The Avalanche Book

Publication Year: 1987.

The Avalanche Book. Betsy Armstrong and Knox Williams. Fulcrum, Golden, Colorado, 1986. 212 pages, appendices, bibliography. $14.95.

Anyone whose encounters with snow tend toward the nonhorizontal should have a working understanding of avalanches. Until recently, this has been difficult to acquire due to a paucity of nontechnical information on the subject. In the last few years, however, an “avalanche renaissance” of sorts has produced several good books for the general reader, of which The Avalanche Book is the most recent and the most comprehensive. If there were an avalanche category of Trivial Pursuit, this book would have all the answers. What should you do at the moment of being buried by an avalanche? (Shout once to alert rescuers, then close your mouth to prevent it from being packed with snow.) How many buried victims have been recovered alive by avalanche dogs? (One.) What are the legal liabilities of a real estate developer who sites a house in an avalanche path? (Depends on whether you live in Colorado or Alaska.) But avalanches are anything but trivial, as this book’s harrowing case histories and chilling statistics well attest.

Within the tightly-knit world of avalanche professionals, The Avalanche Book has generated a certain amount of controversy.
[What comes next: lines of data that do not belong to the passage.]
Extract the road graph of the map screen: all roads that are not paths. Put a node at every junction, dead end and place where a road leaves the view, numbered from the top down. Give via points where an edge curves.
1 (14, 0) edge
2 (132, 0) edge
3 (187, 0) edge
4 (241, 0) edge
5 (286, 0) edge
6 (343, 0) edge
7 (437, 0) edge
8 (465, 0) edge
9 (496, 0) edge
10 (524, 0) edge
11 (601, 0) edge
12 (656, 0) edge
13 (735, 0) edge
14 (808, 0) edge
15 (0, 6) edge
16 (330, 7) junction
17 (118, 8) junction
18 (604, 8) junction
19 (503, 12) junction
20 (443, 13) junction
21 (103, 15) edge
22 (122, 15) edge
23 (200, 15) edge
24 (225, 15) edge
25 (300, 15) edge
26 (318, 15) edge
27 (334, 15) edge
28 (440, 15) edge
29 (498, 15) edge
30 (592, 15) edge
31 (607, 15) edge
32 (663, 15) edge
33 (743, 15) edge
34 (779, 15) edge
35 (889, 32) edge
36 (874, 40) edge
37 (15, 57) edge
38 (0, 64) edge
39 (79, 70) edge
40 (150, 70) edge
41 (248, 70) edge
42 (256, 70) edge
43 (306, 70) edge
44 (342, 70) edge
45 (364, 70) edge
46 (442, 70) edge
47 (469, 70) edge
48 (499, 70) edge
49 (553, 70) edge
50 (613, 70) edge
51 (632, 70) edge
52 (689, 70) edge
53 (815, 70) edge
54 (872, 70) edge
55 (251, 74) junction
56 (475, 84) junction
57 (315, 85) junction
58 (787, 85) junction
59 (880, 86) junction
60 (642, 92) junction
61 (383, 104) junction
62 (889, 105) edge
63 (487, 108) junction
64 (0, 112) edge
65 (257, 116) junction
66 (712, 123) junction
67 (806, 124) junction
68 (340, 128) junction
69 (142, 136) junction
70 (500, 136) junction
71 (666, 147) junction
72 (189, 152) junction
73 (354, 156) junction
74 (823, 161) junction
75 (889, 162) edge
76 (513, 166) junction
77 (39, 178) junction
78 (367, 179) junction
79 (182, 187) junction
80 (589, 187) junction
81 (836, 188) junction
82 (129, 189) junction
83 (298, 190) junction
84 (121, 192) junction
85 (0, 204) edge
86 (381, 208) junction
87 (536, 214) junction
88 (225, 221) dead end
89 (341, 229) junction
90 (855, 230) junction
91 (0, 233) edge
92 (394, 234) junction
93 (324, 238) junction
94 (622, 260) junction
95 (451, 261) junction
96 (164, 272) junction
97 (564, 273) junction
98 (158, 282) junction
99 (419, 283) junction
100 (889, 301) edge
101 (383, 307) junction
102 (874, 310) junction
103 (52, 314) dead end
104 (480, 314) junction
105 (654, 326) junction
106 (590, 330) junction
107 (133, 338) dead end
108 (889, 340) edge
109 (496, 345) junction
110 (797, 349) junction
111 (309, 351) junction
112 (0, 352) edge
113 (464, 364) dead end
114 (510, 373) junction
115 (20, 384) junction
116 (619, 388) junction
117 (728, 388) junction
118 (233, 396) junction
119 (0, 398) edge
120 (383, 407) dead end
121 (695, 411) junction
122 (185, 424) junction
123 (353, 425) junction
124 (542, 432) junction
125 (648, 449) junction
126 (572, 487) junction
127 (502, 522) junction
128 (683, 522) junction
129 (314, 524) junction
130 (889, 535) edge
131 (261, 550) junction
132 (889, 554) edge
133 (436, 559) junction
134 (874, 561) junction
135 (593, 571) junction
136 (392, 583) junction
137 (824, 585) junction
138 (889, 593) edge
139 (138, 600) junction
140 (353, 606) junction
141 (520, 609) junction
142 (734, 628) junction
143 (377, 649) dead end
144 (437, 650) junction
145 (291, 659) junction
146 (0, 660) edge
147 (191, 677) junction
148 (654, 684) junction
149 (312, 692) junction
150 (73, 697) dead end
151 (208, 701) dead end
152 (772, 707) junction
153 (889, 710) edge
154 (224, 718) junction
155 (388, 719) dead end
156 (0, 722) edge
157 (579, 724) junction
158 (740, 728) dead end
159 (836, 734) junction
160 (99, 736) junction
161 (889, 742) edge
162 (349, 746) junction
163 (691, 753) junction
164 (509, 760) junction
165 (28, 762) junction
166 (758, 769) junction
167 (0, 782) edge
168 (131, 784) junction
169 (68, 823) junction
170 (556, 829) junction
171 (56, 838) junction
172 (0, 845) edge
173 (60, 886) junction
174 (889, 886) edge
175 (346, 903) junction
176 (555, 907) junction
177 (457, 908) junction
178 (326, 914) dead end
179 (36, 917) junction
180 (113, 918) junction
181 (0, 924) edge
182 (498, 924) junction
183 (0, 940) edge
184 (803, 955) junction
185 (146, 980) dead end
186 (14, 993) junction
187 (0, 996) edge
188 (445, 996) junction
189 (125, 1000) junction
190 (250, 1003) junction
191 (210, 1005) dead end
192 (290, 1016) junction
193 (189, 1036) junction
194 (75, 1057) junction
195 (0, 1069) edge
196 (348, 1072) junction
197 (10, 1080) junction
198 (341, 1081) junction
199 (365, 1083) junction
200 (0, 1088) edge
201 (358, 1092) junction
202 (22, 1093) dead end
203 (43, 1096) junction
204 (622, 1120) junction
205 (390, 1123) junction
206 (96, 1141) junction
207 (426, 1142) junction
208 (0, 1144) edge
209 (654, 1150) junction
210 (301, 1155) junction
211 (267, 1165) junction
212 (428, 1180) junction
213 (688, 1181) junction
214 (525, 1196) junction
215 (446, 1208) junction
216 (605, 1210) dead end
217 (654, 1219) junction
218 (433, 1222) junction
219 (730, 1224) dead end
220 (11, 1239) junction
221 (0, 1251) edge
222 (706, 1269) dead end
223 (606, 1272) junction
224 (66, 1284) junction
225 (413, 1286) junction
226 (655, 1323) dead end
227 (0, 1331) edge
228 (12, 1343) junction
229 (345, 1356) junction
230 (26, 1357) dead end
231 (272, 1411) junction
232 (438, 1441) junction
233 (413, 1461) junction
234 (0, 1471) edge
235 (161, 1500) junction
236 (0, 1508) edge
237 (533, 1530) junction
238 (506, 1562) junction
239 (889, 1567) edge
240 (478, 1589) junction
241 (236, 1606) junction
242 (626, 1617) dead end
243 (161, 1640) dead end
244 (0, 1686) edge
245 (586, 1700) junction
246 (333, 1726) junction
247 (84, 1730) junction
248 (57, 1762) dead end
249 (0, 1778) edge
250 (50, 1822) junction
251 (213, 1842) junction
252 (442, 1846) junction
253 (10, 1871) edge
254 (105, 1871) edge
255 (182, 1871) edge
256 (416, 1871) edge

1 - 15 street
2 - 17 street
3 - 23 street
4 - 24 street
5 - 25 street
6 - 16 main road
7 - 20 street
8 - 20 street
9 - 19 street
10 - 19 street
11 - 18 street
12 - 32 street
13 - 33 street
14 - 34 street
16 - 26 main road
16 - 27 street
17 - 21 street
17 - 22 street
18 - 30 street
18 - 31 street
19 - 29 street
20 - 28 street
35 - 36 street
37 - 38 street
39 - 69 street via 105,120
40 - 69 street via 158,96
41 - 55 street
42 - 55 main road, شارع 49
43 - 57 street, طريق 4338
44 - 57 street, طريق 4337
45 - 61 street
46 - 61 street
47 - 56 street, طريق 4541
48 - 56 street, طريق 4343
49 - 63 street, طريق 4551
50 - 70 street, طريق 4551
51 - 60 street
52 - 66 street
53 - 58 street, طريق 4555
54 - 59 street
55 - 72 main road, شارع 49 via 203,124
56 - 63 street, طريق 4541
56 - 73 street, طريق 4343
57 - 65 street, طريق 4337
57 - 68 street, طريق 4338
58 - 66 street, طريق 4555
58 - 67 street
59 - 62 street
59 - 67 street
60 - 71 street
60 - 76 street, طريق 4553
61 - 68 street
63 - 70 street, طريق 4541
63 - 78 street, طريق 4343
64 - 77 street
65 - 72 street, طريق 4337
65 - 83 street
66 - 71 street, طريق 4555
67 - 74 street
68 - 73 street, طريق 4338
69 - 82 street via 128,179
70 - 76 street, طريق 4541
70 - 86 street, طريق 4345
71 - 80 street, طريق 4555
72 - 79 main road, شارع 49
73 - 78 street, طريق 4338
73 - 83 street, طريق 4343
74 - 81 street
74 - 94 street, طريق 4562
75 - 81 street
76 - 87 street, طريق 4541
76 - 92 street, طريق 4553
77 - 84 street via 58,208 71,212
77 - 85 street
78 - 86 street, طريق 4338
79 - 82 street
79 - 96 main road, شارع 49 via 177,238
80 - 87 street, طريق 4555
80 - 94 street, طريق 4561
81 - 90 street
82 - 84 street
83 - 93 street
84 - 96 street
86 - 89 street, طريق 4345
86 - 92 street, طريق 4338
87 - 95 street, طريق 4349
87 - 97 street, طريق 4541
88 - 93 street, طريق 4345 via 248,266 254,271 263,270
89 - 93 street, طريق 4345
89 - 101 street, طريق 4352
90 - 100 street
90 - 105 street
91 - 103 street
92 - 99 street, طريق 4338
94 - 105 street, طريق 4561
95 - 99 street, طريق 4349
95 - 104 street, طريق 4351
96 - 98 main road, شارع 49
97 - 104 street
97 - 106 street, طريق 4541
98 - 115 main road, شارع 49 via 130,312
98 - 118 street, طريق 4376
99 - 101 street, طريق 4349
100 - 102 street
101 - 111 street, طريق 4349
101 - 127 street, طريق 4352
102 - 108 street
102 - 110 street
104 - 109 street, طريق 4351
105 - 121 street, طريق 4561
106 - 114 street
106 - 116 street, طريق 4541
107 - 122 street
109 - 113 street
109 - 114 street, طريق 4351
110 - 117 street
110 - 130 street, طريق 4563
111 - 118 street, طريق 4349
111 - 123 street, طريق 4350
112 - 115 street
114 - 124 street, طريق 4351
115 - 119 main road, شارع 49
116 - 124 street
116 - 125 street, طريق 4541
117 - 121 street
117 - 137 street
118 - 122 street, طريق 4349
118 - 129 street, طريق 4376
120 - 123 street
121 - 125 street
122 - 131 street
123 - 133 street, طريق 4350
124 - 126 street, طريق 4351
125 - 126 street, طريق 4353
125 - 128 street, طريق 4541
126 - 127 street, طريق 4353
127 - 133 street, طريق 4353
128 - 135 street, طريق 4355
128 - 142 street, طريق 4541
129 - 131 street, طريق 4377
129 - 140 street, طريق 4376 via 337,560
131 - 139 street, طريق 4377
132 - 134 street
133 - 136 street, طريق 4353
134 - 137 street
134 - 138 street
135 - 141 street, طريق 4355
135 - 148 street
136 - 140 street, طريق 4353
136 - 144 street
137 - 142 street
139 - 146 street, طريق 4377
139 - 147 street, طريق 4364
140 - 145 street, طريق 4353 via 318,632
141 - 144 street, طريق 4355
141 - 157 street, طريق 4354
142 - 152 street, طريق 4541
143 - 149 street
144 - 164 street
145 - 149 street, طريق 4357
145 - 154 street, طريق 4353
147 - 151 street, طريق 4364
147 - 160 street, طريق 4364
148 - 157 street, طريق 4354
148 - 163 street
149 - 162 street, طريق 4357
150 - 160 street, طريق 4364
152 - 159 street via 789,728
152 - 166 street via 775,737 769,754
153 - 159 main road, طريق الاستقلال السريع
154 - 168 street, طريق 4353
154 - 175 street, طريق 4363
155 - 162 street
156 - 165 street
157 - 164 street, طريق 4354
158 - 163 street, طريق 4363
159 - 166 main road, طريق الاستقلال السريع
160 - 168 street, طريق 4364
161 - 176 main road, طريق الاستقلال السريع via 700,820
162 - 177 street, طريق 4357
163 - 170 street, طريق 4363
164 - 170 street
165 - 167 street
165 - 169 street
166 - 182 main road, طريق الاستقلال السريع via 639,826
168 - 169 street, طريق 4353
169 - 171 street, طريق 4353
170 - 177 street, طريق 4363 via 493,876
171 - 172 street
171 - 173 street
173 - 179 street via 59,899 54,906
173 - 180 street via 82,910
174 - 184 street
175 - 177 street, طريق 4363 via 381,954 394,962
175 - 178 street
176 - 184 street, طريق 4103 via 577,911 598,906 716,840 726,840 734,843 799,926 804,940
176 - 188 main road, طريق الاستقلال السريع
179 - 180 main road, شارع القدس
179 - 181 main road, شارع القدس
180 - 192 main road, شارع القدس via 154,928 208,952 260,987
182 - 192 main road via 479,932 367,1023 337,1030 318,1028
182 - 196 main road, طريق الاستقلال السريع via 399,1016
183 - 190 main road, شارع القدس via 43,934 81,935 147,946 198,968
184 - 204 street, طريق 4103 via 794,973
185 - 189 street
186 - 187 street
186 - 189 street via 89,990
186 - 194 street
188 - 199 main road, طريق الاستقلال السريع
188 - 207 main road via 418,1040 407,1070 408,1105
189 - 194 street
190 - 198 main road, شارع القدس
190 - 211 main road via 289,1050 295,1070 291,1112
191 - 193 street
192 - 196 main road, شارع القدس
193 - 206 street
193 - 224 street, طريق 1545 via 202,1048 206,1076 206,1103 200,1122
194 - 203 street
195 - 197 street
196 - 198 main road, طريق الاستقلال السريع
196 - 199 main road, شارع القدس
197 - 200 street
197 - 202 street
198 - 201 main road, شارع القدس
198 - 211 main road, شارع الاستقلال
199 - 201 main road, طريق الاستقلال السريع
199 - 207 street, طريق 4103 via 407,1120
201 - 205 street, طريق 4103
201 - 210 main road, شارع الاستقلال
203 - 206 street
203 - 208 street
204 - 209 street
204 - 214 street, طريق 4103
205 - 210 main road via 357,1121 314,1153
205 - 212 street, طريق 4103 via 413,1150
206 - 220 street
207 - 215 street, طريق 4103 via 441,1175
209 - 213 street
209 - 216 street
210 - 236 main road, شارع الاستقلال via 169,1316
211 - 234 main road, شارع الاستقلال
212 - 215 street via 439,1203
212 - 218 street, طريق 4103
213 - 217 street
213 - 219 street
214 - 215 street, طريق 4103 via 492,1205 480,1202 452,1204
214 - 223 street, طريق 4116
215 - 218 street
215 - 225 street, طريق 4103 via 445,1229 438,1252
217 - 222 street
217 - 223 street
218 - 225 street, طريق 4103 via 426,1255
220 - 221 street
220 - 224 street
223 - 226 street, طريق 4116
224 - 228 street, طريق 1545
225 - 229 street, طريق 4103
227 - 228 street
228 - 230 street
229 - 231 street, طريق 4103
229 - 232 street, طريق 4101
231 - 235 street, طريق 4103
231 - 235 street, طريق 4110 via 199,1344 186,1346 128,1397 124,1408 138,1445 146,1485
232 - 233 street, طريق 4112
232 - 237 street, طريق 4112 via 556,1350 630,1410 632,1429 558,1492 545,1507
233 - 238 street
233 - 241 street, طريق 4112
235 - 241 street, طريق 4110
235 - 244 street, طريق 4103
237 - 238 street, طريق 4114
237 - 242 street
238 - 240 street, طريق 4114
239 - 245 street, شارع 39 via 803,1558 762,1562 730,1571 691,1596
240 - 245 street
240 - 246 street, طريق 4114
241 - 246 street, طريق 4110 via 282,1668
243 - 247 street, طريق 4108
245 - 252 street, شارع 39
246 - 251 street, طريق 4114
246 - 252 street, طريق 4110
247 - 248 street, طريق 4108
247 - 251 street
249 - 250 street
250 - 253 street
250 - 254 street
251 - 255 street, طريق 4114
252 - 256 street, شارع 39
Some feel that Armstrong and Williams give undue credit and attention to academically oriented researchers, while downplaying the contributions of the practical field workers who spend their days skiing over avalanche terrain with backpacks full of dynamite. Both authors are prominent researchers, and their emphasis, while galling to those they somewhat condescendingly refer to as “practitioners,” in no way lessens the usefulness of their book for the general reader. Practical aspects of avalanche safety, avoidance, and rescue are covered in a clear and thorough manner. Of particular interest is a chapter on what to do if actually caught in an avalanche. This information, made unforgettable by vivid case histories, could save your life. A more prudent approach, however, would be to read with extra care the chapters on the causes of avalanches and the choice of routes to circumvent them.

Where The Avalanche Book departs most noticeably from its predecessors is the considerable attention devoted to some of the more esoteric areas of avalanche research, such as attempts to defeat snow slides through engineering. The Swiss, in particular, have pioneered the use of steel and concrete structures to impede, divert, or withstand the crushing forces of moving snow. They have also done a great deal of thinking about the legal limits of individual and community responsibility for avalanche safety. The chapter “Avalanches and the Law” offers a worldwide overview of this little known but increasingly important field.

The authors’ background as editors of The Snowy Torrents, the ongoing chronicle of American avalanche accidents, gives their current book great historical depth. Case studies of avalanche disasters, from Hannibal’s misfortunes in the Alps to the latest contemporary incidents, offer dramatic reading and a riskless substitute for experience, which in the case of avalanches is not the best teacher.

The climber or skier looking only for succinct, practical advice on avoiding avalanches may occasionally feel that he has gotten off route in deep snow as he makes his way through some of The Avalanche Book’s more specialized chapters. On the other hand, there is an equal likelihood that he will discover a new interest in tactics of avalanche warfare, winter recreations of nineteenth-century miners, land-use planning in Swiss communes, or aerial delivery of explosives. Anyone who deals with snow will do so more knowledgeably after reading this lively and wide-ranging book—even practitioners.